### How to complete this task
Search the records for the word "José" and copy every line in which it occurs.

________________________________________

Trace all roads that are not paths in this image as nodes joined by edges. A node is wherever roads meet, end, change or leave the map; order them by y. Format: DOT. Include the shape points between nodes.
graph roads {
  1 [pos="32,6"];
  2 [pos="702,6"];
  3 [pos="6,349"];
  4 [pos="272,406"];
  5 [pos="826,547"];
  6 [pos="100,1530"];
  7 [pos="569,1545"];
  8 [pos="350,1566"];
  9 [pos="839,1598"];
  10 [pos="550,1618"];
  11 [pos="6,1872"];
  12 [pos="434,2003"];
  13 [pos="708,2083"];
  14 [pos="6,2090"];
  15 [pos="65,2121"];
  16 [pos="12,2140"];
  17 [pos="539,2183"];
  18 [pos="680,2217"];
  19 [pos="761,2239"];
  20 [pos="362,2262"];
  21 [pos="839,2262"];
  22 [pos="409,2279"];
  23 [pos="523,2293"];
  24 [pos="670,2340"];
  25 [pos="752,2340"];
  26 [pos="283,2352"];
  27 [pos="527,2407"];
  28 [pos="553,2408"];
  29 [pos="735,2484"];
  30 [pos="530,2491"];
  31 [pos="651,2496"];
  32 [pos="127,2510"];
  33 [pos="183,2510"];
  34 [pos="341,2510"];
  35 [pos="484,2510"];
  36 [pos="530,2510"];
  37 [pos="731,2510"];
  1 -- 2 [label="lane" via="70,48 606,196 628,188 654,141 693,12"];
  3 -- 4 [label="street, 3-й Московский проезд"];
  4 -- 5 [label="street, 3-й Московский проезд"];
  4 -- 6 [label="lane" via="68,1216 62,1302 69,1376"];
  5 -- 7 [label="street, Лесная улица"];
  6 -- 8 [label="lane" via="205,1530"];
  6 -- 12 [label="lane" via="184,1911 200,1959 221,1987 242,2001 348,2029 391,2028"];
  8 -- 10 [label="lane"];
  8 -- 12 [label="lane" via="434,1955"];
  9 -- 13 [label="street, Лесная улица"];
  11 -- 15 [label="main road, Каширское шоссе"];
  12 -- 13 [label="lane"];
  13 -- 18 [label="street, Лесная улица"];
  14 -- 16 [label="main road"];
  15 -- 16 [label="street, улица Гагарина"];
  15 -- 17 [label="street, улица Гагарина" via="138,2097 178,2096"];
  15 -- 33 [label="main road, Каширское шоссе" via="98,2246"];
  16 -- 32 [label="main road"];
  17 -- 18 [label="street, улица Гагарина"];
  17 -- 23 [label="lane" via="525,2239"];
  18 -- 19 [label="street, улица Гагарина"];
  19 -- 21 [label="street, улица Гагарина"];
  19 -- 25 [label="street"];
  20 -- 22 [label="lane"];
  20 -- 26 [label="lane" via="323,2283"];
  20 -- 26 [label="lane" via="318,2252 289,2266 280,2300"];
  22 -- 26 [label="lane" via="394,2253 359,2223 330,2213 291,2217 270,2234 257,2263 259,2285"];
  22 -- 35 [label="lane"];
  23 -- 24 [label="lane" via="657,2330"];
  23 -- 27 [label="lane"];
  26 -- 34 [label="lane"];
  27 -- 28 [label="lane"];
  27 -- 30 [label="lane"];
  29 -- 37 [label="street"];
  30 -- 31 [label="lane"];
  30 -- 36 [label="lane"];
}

________________________________________

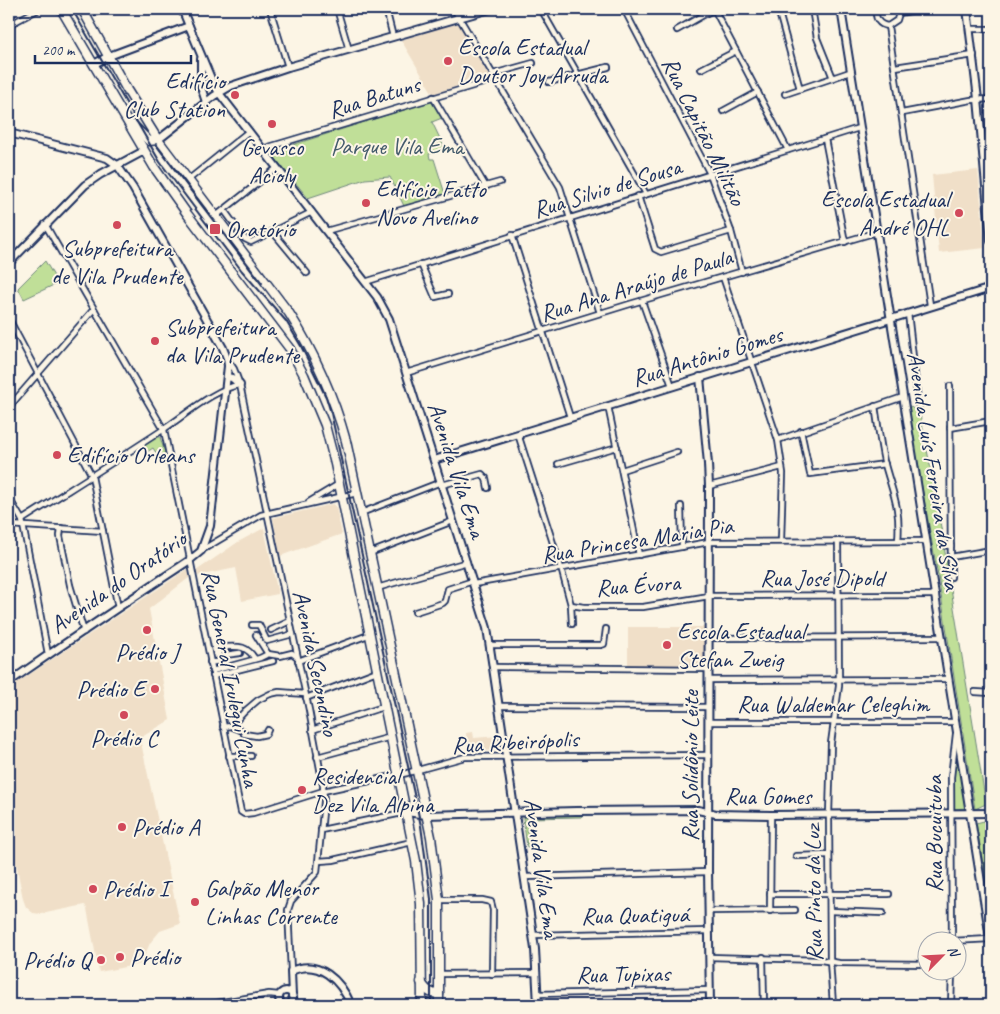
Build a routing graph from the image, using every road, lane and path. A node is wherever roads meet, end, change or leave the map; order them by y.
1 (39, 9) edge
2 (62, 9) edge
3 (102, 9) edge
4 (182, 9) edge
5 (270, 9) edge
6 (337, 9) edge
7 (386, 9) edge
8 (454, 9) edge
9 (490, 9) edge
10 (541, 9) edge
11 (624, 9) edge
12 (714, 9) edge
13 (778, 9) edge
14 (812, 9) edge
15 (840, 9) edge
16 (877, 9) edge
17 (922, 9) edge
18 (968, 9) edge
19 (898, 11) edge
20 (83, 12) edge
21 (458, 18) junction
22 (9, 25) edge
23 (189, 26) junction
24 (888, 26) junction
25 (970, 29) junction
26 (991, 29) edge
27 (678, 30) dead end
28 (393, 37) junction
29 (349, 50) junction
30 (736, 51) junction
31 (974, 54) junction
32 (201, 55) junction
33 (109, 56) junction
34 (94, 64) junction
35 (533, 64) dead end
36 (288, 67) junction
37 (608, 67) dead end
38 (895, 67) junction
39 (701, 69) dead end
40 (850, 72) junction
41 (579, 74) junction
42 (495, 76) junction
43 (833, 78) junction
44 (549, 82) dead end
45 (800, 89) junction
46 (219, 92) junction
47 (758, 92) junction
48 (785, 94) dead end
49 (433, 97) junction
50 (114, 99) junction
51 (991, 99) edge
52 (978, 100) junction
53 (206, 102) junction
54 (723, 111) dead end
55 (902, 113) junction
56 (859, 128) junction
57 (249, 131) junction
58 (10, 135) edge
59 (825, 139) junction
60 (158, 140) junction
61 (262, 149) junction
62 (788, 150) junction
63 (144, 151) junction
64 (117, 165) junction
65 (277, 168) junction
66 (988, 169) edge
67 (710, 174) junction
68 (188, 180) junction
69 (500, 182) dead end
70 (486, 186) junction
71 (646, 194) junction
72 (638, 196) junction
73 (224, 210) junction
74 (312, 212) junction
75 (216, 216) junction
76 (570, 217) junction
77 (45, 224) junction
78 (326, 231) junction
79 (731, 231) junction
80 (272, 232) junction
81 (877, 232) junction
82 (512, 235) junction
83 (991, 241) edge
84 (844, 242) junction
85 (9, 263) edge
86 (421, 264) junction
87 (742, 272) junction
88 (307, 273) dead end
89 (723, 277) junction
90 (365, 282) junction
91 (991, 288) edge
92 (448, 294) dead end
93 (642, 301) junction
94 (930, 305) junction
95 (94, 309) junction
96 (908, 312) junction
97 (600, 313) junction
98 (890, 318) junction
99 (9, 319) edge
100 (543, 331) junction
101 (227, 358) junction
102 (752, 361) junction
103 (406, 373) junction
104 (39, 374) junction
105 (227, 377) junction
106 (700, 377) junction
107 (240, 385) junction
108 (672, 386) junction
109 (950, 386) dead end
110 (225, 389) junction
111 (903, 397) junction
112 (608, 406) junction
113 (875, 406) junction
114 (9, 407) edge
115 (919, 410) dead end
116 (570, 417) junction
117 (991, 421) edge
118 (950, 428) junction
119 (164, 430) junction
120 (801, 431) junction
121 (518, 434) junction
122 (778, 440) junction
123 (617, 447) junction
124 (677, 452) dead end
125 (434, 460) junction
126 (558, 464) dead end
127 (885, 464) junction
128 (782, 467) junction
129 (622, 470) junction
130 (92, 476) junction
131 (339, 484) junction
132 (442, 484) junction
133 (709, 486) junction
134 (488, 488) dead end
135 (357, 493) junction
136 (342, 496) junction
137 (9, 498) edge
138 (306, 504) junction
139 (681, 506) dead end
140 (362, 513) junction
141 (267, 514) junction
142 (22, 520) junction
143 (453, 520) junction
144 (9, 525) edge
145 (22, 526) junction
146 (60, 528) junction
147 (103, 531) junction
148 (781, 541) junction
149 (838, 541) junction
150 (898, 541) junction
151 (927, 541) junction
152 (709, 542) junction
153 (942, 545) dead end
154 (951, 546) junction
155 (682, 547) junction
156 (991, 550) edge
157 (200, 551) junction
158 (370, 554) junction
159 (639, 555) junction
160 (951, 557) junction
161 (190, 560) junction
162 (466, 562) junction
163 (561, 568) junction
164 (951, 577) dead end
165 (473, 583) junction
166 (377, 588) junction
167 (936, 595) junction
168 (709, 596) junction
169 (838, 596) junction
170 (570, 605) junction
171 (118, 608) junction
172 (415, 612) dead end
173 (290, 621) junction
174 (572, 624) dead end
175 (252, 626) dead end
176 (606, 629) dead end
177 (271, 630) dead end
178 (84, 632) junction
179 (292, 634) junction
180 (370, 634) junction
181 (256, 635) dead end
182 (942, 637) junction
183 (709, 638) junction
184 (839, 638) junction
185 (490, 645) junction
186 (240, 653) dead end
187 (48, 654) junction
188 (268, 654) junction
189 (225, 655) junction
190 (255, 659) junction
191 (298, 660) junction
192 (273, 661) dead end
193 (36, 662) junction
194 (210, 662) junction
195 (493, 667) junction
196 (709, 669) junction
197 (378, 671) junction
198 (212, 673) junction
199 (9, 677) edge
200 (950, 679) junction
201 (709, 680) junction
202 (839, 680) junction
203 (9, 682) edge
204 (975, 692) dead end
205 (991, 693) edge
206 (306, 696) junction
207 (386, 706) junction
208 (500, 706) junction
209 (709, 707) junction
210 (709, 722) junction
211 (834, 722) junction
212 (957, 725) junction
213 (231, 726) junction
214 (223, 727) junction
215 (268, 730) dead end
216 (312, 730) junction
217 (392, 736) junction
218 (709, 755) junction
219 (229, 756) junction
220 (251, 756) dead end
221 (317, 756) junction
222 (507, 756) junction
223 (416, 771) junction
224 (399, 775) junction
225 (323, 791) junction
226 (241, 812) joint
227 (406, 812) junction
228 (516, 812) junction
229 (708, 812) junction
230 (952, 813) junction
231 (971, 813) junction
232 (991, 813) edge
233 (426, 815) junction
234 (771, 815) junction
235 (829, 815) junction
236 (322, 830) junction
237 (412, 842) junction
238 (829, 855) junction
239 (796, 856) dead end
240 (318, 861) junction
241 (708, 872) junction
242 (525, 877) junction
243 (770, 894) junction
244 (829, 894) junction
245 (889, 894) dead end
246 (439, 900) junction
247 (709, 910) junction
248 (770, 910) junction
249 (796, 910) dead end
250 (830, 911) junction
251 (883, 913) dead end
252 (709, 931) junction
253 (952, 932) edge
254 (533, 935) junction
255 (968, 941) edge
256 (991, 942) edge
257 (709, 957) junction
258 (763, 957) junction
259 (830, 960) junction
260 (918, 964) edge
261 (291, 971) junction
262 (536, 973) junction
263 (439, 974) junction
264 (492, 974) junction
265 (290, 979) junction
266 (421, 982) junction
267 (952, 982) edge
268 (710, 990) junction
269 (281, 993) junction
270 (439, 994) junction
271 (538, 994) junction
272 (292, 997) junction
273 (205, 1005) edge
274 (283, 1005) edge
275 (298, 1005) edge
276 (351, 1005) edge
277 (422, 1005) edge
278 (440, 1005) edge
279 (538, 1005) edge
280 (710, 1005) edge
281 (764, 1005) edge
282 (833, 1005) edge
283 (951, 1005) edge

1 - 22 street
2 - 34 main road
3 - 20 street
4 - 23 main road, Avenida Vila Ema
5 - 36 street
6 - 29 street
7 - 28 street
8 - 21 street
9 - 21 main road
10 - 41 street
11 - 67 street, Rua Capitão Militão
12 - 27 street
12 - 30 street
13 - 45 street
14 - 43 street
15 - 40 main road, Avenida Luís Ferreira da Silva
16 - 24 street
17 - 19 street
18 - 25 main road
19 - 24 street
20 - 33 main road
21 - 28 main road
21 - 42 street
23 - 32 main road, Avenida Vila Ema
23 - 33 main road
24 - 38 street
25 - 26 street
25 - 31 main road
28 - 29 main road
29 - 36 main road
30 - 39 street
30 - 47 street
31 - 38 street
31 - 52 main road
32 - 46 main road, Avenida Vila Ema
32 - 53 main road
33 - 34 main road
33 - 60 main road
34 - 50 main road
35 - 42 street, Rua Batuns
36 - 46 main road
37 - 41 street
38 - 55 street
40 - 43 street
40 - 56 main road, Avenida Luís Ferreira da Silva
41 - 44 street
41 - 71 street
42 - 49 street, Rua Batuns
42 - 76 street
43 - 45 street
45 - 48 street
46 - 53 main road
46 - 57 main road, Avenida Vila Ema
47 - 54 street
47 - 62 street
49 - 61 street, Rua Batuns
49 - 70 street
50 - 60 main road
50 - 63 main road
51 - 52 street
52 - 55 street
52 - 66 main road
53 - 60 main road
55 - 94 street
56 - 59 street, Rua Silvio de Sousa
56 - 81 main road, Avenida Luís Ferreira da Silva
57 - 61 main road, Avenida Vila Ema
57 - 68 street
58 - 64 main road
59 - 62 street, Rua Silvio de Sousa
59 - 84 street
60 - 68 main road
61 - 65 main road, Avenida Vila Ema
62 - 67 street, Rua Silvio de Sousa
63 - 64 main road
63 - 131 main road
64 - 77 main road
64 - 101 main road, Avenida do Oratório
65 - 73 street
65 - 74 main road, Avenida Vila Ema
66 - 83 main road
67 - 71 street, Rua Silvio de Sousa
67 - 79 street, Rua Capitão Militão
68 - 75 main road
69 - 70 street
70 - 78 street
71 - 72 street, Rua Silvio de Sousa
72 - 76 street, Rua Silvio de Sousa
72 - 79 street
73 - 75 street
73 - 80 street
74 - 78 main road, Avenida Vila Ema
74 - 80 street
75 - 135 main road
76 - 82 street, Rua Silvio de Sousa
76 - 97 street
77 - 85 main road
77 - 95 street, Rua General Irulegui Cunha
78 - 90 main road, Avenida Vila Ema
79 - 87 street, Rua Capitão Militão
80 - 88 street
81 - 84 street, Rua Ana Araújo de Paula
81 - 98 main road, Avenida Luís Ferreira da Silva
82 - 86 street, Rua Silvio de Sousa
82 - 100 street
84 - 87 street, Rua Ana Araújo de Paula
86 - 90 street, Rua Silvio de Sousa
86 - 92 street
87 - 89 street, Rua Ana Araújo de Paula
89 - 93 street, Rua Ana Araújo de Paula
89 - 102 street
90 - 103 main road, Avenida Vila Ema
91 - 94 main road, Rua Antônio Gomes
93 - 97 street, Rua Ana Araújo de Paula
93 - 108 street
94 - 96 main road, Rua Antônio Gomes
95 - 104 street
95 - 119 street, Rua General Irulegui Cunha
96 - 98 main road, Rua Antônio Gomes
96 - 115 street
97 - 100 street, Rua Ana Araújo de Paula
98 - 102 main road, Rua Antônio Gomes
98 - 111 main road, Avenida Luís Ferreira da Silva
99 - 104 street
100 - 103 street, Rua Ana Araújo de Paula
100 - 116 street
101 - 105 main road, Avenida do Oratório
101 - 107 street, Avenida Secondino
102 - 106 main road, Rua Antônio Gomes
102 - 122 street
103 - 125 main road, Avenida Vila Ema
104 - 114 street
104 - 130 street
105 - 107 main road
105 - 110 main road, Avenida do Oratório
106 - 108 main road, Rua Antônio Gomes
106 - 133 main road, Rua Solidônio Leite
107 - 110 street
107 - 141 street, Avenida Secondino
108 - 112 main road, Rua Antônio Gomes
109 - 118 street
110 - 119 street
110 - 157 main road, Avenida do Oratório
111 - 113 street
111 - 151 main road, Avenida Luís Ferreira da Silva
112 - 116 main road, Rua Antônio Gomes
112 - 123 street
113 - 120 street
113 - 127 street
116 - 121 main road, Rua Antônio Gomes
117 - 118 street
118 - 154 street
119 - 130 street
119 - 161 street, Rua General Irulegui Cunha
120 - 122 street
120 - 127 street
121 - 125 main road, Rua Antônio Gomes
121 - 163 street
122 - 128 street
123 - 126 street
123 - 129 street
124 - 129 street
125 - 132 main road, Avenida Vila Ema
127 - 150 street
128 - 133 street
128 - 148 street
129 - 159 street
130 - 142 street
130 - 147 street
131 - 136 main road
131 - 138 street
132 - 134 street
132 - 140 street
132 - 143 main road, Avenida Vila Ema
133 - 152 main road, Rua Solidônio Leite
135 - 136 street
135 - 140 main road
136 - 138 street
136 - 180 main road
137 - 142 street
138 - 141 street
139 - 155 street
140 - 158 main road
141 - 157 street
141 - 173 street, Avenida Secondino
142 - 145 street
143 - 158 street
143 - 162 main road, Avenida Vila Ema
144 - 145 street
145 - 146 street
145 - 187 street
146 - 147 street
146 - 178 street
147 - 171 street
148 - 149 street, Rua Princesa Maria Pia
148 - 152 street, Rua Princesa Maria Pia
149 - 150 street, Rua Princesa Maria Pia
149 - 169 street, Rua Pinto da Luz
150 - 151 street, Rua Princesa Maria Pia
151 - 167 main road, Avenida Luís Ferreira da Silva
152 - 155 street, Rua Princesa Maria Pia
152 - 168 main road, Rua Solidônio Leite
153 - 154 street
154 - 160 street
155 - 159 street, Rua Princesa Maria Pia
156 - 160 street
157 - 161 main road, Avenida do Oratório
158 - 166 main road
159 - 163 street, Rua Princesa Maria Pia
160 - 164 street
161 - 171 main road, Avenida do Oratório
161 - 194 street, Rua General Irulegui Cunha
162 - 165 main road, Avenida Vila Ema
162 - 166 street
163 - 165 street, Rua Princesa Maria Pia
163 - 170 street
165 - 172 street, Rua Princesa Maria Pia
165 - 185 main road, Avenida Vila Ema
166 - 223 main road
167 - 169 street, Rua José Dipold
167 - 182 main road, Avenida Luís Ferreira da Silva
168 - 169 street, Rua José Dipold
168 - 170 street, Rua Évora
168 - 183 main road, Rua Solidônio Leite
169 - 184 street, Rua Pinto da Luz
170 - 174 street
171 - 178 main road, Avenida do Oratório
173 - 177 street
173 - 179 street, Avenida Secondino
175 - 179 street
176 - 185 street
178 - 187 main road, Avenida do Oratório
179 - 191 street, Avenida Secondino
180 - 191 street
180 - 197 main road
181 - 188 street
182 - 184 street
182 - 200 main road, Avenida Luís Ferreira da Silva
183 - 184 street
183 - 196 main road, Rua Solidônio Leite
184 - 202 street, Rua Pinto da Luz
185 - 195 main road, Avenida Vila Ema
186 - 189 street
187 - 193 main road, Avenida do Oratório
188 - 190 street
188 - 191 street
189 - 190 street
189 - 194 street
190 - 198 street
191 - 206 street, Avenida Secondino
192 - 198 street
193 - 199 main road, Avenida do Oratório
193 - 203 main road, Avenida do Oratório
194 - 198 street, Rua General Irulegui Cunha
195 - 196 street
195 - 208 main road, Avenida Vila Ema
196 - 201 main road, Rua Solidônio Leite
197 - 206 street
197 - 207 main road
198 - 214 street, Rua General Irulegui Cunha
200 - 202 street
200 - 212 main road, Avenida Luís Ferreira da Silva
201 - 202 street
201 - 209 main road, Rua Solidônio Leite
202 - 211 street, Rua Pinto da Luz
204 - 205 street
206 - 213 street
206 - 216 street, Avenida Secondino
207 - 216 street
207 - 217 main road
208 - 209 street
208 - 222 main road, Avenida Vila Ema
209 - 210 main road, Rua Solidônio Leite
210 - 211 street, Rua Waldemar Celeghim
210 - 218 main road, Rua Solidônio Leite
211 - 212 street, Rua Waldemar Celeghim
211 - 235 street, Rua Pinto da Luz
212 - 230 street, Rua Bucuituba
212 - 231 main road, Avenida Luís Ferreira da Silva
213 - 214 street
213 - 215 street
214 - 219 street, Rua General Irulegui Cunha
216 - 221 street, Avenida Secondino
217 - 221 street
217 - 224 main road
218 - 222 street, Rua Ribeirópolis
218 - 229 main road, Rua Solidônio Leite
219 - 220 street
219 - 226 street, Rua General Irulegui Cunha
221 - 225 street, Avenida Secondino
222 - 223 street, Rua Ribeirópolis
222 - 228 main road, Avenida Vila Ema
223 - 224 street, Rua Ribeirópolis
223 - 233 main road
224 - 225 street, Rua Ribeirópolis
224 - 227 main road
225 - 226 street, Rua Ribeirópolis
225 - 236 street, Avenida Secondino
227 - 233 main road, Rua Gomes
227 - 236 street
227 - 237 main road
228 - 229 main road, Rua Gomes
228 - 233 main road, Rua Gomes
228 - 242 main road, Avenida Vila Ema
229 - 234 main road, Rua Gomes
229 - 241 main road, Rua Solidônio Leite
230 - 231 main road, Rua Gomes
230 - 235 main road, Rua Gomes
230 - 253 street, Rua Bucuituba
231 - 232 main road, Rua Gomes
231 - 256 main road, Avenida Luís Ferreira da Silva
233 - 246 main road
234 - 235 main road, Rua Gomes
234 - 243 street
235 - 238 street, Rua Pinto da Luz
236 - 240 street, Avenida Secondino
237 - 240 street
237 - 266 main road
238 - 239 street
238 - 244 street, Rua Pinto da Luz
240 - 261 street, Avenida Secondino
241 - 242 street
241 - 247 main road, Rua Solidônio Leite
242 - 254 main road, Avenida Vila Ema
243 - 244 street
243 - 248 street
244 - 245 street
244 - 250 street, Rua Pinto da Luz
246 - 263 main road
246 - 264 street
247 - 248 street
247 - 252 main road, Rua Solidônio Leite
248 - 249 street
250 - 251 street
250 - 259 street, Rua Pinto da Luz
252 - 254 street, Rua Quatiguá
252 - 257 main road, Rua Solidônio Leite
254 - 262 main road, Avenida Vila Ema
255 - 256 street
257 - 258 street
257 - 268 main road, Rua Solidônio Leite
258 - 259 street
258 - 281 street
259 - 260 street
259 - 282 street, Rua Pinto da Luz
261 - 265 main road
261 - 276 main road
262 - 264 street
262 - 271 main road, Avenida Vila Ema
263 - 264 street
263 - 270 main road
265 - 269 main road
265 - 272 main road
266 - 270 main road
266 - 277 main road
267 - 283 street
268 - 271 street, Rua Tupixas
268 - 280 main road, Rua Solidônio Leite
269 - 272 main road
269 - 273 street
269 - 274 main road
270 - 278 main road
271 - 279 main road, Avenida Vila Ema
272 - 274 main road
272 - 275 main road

________________________________________

### Written answer
167 - 169 street, Rua José Dipold
168 - 169 street, Rua José Dipold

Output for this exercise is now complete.